**Exercise**
Set down all of the records below exactly, please, omitting the images.

Saved data entries
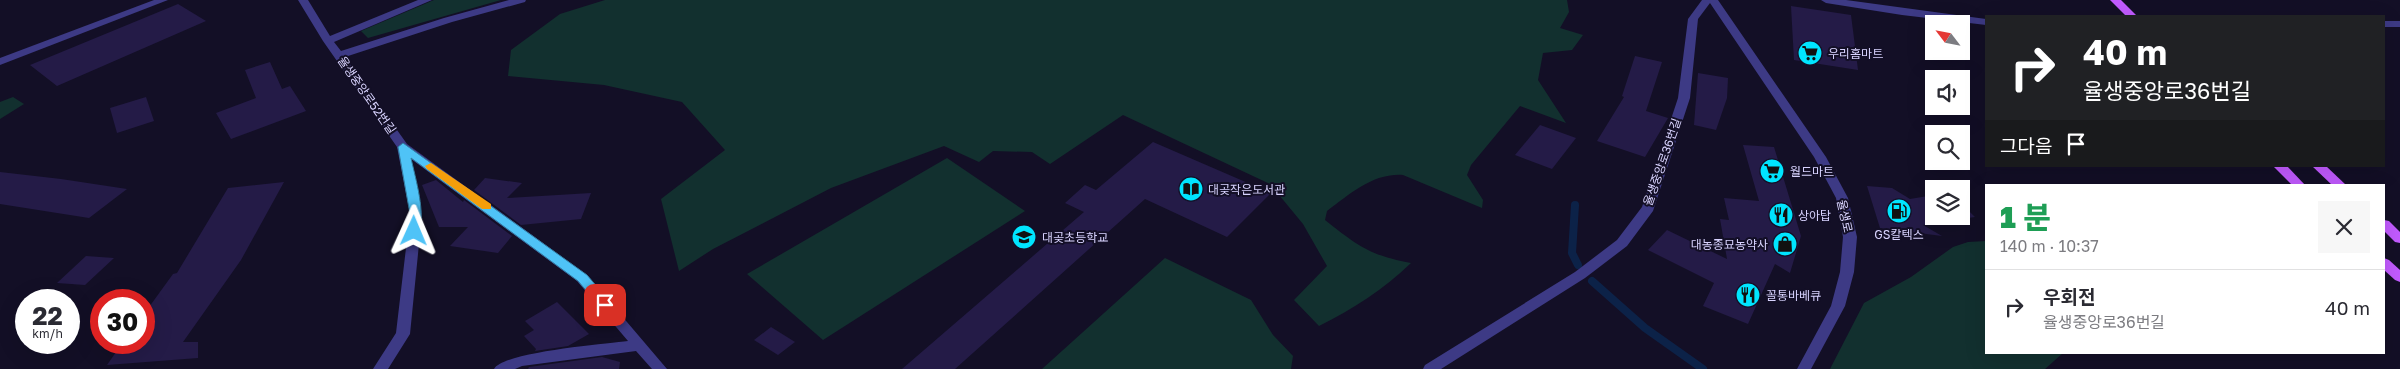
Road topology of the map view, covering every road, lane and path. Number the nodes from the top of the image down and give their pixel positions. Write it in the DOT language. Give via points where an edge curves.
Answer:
graph roads {
  1 [pos="163,0"];
  2 [pos="303,0"];
  3 [pos="427,0"];
  4 [pos="521,0"];
  5 [pos="1707,0"];
  6 [pos="1713,0"];
  7 [pos="1826,0"];
  8 [pos="2115,0"];
  9 [pos="2131,15"];
  10 [pos="1985,22"];
  11 [pos="2385,24"];
  12 [pos="2400,24"];
  13 [pos="328,41"];
  14 [pos="339,55"];
  15 [pos="0,62"];
  16 [pos="403,147"];
  17 [pos="2280,167"];
  18 [pos="2319,167"];
  19 [pos="2298,184"];
  20 [pos="2339,184"];
  21 [pos="2385,225"];
  22 [pos="2400,239"];
  23 [pos="2385,264"];
  24 [pos="2400,277"];
  25 [pos="640,345"];
  26 [pos="380,369"];
  27 [pos="501,369"];
  28 [pos="660,369"];
  29 [pos="1430,369"];
  30 [pos="1804,369"];
  1 -- 15 [label="street"];
  2 -- 13 [label="street, 율생중앙로52번길"];
  3 -- 13 [label="street"];
  4 -- 14 [label="street"];
  5 -- 29 [label="street, 율생중앙로36번길" via="1692,19 1684,98 1648,208 1622,243 1580,275"];
  6 -- 30 [label="street, 율생로" via="1820,157 1842,198 1850,237 1847,272 1838,306"];
  7 -- 10 [label="street"];
  8 -- 9 [label="main road"];
  11 -- 12 [label="street"];
  13 -- 14 [label="street, 율생중앙로52번길"];
  14 -- 16 [label="street, 율생중앙로52번길"];
  16 -- 25 [label="street" via="582,278"];
  16 -- 26 [label="street, 율생중앙로52번길" via="416,214 403,334"];
  17 -- 19 [label="main road"];
  18 -- 20 [label="main road"];
  21 -- 22 [label="main road"];
  23 -- 24 [label="main road"];
  25 -- 27 [label="street" via="520,361"];
  25 -- 28 [label="street"];
}
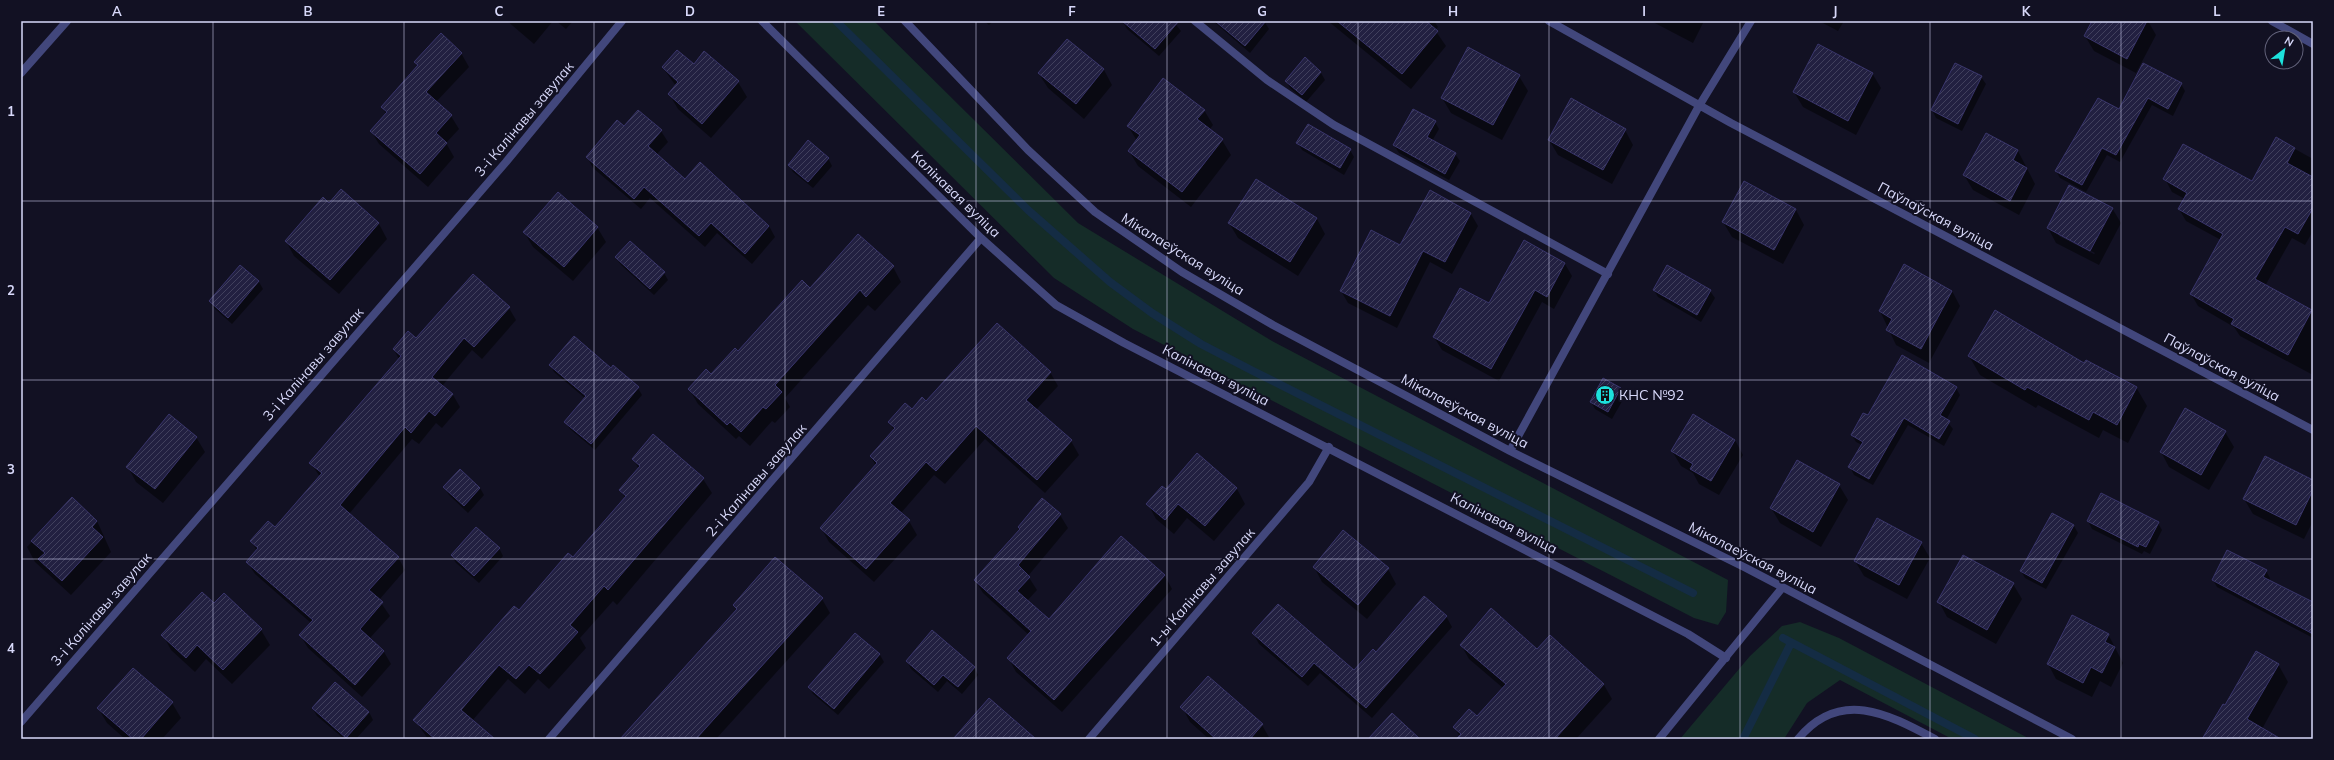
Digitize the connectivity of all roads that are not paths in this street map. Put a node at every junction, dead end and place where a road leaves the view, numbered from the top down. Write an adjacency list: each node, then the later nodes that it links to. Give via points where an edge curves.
1 (67, 21): 10 (street)
2 (622, 21): 19 (street, 3-і Калінавы завулак, via 506,162)
3 (762, 21): 12 (street, Калінавая вуліца)
4 (904, 21): 16 (street, Мікалаеўская вуліца, via 1028,150 1095,212 1136,242 1182,272 1273,324)
5 (1194, 21): 13 (street, via 1267,80 1314,112 1371,146)
6 (1549, 21): 11 (street, Паўлаўская вуліца)
7 (1751, 21): 11 (street)
8 (2272, 21): 9 (street)
9 (2313, 44)
10 (21, 73)
11 (1699, 106): 13 (street); 14 (street, Паўлаўская вуліца)
12 (981, 238): 15 (street, Калінавая вуліца, via 1056,304 1124,343); 20 (street, 2-і Калінавы завулак)
13 (1608, 274): 16 (street)
14 (2313, 430)
15 (1329, 447): 18 (street, Калінавая вуліца, via 1688,634); 21 (street, 1-ы Калінавы завулак, via 1309,482)
16 (1510, 451): 17 (street, Мікалаеўская вуліца)
17 (1782, 588): 18 (street); 25 (street, Мікалаеўская вуліца)
18 (1726, 658): 22 (street)
19 (21, 722)
20 (550, 739)
21 (1089, 739)
22 (1659, 739)
23 (1798, 739): 24 (street, via 1832,713 1848,709 1883,713)
24 (1935, 739)
25 (2072, 739)

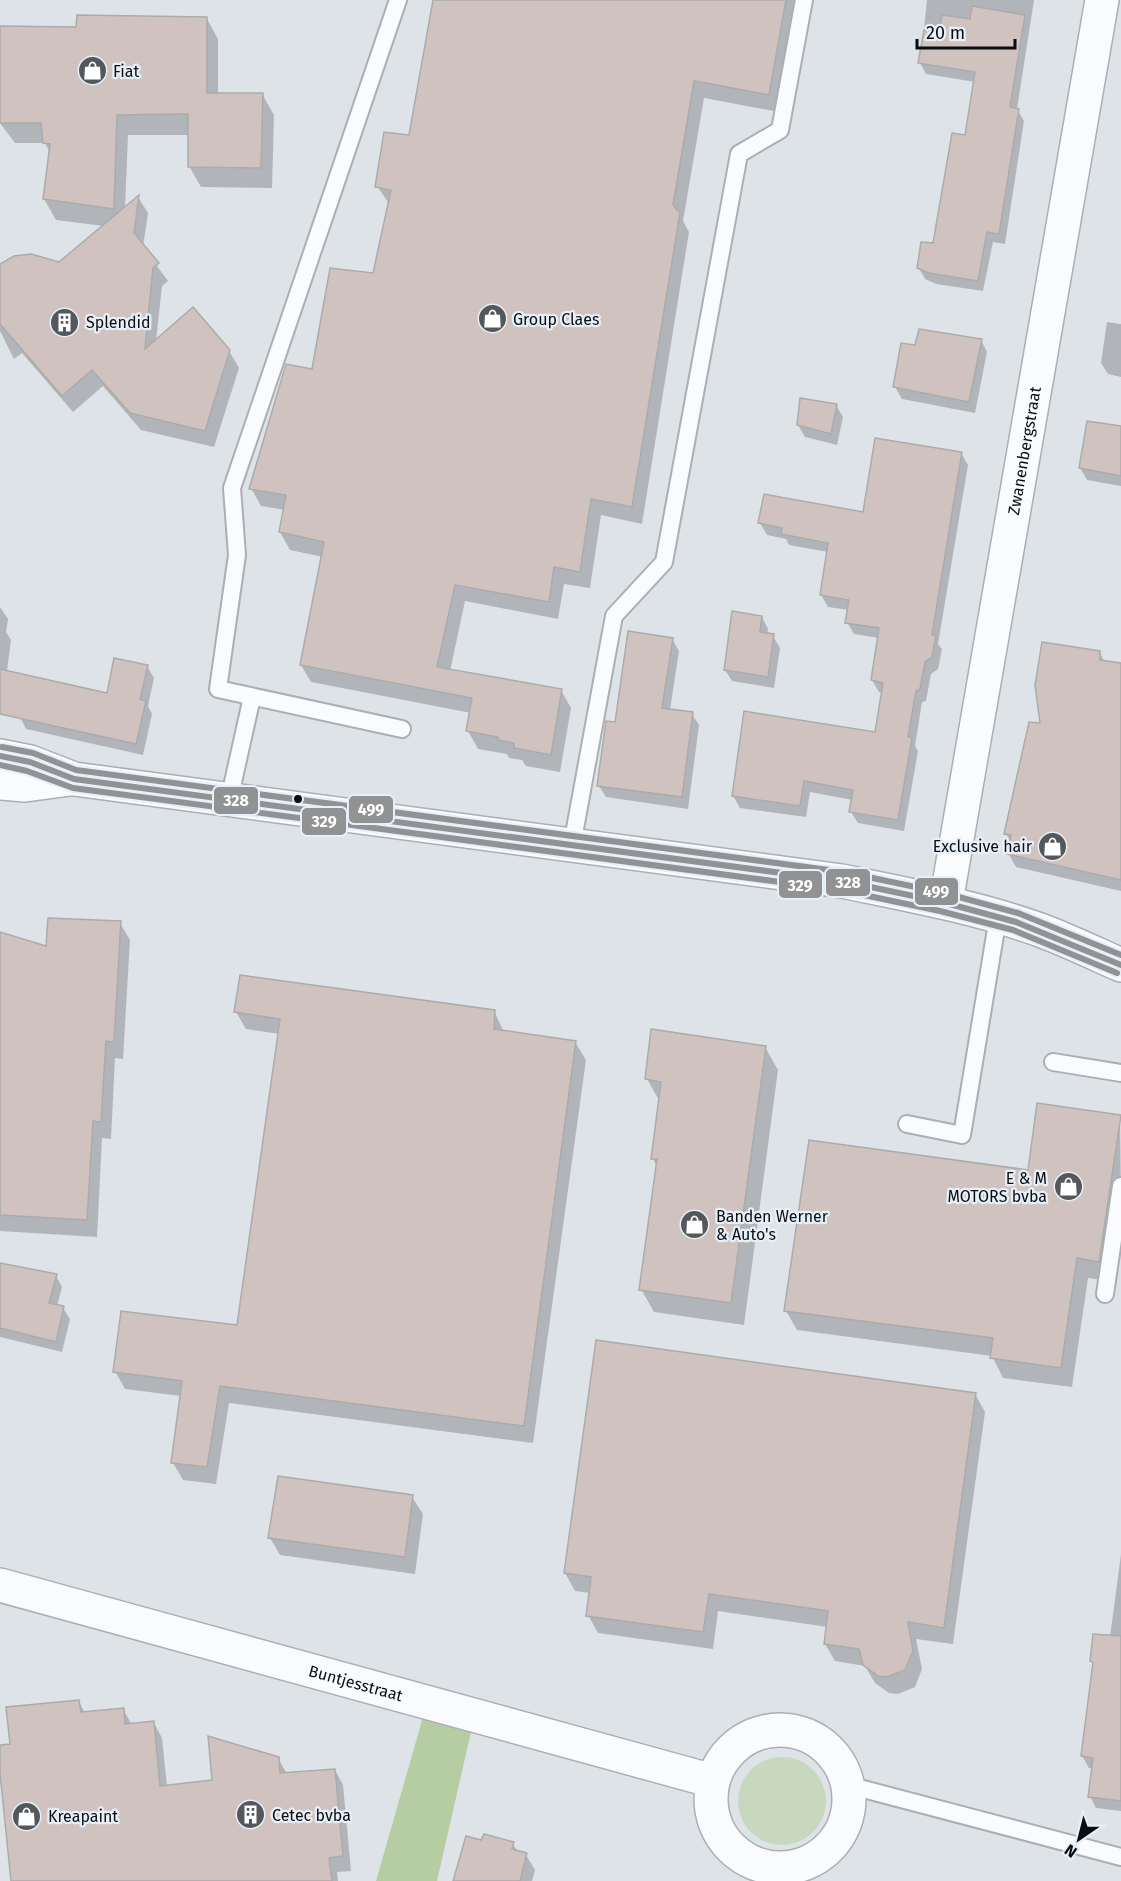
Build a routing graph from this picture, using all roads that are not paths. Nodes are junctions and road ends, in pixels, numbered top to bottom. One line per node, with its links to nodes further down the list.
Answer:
1 (399, 0): 4 (lane)
2 (804, 0): 10 (lane)
3 (1102, 0): 11 (street, Zwanenbergstraat)
4 (252, 697): 5 (lane); 9 (lane)
5 (402, 729)
6 (0, 756): 7 (street)
7 (74, 779): 8 (street); 9 (street)
8 (0, 783)
9 (228, 800): 10 (street)
10 (572, 845): 11 (street)
11 (946, 902): 12 (street)
12 (998, 917): 13 (street); 16 (lane)
13 (1121, 965)
14 (1053, 1062): 15 (lane)
15 (1121, 1073)
16 (907, 1124)
17 (1121, 1186): 18 (lane)
18 (1105, 1294)
19 (0, 1585): 20 (street, Buntjesstraat)
20 (713, 1780): 21 (street); 21 (street)
21 (848, 1785): 22 (lane)
22 (1121, 1857)

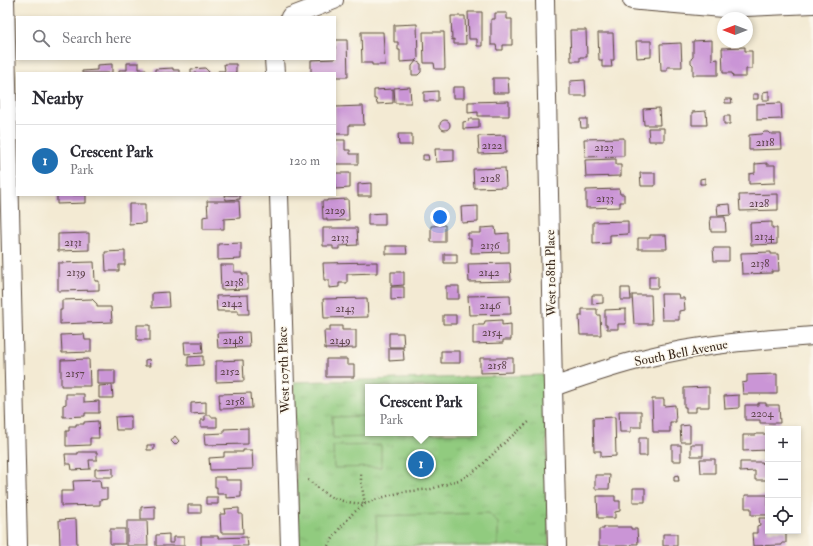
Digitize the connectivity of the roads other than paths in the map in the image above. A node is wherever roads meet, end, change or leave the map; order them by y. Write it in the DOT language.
graph roads {
  1 [pos="5,0"];
  2 [pos="334,0"];
  3 [pos="545,0"];
  4 [pos="632,0"];
  5 [pos="738,4"];
  6 [pos="813,4"];
  7 [pos="293,16"];
  8 [pos="11,33"];
  9 [pos="274,60"];
  10 [pos="275,72"];
  11 [pos="279,196"];
  12 [pos="5,198"];
  13 [pos="813,336"];
  14 [pos="553,387"];
  15 [pos="7,399"];
  16 [pos="18,546"];
  17 [pos="290,546"];
  18 [pos="557,546"];
  1 -- 8 [label="street"];
  2 -- 7 [label="street"];
  3 -- 14 [label="street, West 108th Place"];
  4 -- 5 [label="street"];
  5 -- 6 [label="street"];
  8 -- 12 [label="street"];
  9 -- 10 [label="street"];
  11 -- 17 [label="street, West 107th Place"];
  12 -- 15 [label="street"];
  13 -- 14 [label="street, South Bell Avenue"];
  14 -- 18 [label="street, West 108th Place"];
  15 -- 16 [label="street"];
}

**Answer space**
Road topology of the map view, covering every road, lane and path. Number the nodes from the top of the image down and give their pixel positions. Write it in the DOT language. Give via points where an edge curves.
Answer:
graph roads {
  1 [pos="163,0"];
  2 [pos="303,0"];
  3 [pos="427,0"];
  4 [pos="521,0"];
  5 [pos="1707,0"];
  6 [pos="1713,0"];
  7 [pos="1826,0"];
  8 [pos="2115,0"];
  9 [pos="2131,15"];
  10 [pos="1985,22"];
  11 [pos="2385,24"];
  12 [pos="2400,24"];
  13 [pos="328,41"];
  14 [pos="339,55"];
  15 [pos="0,62"];
  16 [pos="403,147"];
  17 [pos="2280,167"];
  18 [pos="2319,167"];
  19 [pos="2298,184"];
  20 [pos="2339,184"];
  21 [pos="2385,225"];
  22 [pos="2400,239"];
  23 [pos="2385,264"];
  24 [pos="2400,277"];
  25 [pos="640,345"];
  26 [pos="380,369"];
  27 [pos="501,369"];
  28 [pos="660,369"];
  29 [pos="1430,369"];
  30 [pos="1804,369"];
  1 -- 15 [label="street"];
  2 -- 13 [label="street, 율생중앙로52번길"];
  3 -- 13 [label="street"];
  4 -- 14 [label="street"];
  5 -- 29 [label="street, 율생중앙로36번길" via="1692,19 1684,98 1648,208 1622,243 1580,275"];
  6 -- 30 [label="street, 율생로" via="1820,157 1842,198 1850,237 1847,272 1838,306"];
  7 -- 10 [label="street"];
  8 -- 9 [label="main road"];
  11 -- 12 [label="street"];
  13 -- 14 [label="street, 율생중앙로52번길"];
  14 -- 16 [label="street, 율생중앙로52번길"];
  16 -- 25 [label="street" via="582,278"];
  16 -- 26 [label="street, 율생중앙로52번길" via="416,214 403,334"];
  17 -- 19 [label="main road"];
  18 -- 20 [label="main road"];
  21 -- 22 [label="main road"];
  23 -- 24 [label="main road"];
  25 -- 27 [label="street" via="520,361"];
  25 -- 28 [label="street"];
}
Digitize the connectivity of all roads that are not paths in this street map. Put a node at every junction, dead end and place where a road leaves the view, numbered from the top down. Write an adjacency list: each node, then the later nodes that it links to. Give via points where an edge curves.
1 (67, 21): 10 (street)
2 (622, 21): 19 (street, 3-і Калінавы завулак, via 506,162)
3 (762, 21): 12 (street, Калінавая вуліца)
4 (904, 21): 16 (street, Мікалаеўская вуліца, via 1028,150 1095,212 1136,242 1182,272 1273,324)
5 (1194, 21): 13 (street, via 1267,80 1314,112 1371,146)
6 (1549, 21): 11 (street, Паўлаўская вуліца)
7 (1751, 21): 11 (street)
8 (2272, 21): 9 (street)
9 (2313, 44)
10 (21, 73)
11 (1699, 106): 13 (street); 14 (street, Паўлаўская вуліца)
12 (981, 238): 15 (street, Калінавая вуліца, via 1056,304 1124,343); 20 (street, 2-і Калінавы завулак)
13 (1608, 274): 16 (street)
14 (2313, 430)
15 (1329, 447): 18 (street, Калінавая вуліца, via 1688,634); 21 (street, 1-ы Калінавы завулак, via 1309,482)
16 (1510, 451): 17 (street, Мікалаеўская вуліца)
17 (1782, 588): 18 (street); 25 (street, Мікалаеўская вуліца)
18 (1726, 658): 22 (street)
19 (21, 722)
20 (550, 739)
21 (1089, 739)
22 (1659, 739)
23 (1798, 739): 24 (street, via 1832,713 1848,709 1883,713)
24 (1935, 739)
25 (2072, 739)

Build a routing graph from this picture, using all roads that are not paths. Nodes are junctions and road ends, in pixels, numbered top to bottom. One line per node, with its links to nodes further down the list.
Answer:
1 (399, 0): 4 (lane)
2 (804, 0): 10 (lane)
3 (1102, 0): 11 (street, Zwanenbergstraat)
4 (252, 697): 5 (lane); 9 (lane)
5 (402, 729)
6 (0, 756): 7 (street)
7 (74, 779): 8 (street); 9 (street)
8 (0, 783)
9 (228, 800): 10 (street)
10 (572, 845): 11 (street)
11 (946, 902): 12 (street)
12 (998, 917): 13 (street); 16 (lane)
13 (1121, 965)
14 (1053, 1062): 15 (lane)
15 (1121, 1073)
16 (907, 1124)
17 (1121, 1186): 18 (lane)
18 (1105, 1294)
19 (0, 1585): 20 (street, Buntjesstraat)
20 (713, 1780): 21 (street); 21 (street)
21 (848, 1785): 22 (lane)
22 (1121, 1857)

Digitize the connectivity of the roads other than paths in the map in the image above. A node is wherever roads meet, end, change or leave the map; order them by y. Write it in the DOT language.
graph roads {
  1 [pos="5,0"];
  2 [pos="334,0"];
  3 [pos="545,0"];
  4 [pos="632,0"];
  5 [pos="738,4"];
  6 [pos="813,4"];
  7 [pos="293,16"];
  8 [pos="11,33"];
  9 [pos="274,60"];
  10 [pos="275,72"];
  11 [pos="279,196"];
  12 [pos="5,198"];
  13 [pos="813,336"];
  14 [pos="553,387"];
  15 [pos="7,399"];
  16 [pos="18,546"];
  17 [pos="290,546"];
  18 [pos="557,546"];
  1 -- 8 [label="street"];
  2 -- 7 [label="street"];
  3 -- 14 [label="street, West 108th Place"];
  4 -- 5 [label="street"];
  5 -- 6 [label="street"];
  8 -- 12 [label="street"];
  9 -- 10 [label="street"];
  11 -- 17 [label="street, West 107th Place"];
  12 -- 15 [label="street"];
  13 -- 14 [label="street, South Bell Avenue"];
  14 -- 18 [label="street, West 108th Place"];
  15 -- 16 [label="street"];
}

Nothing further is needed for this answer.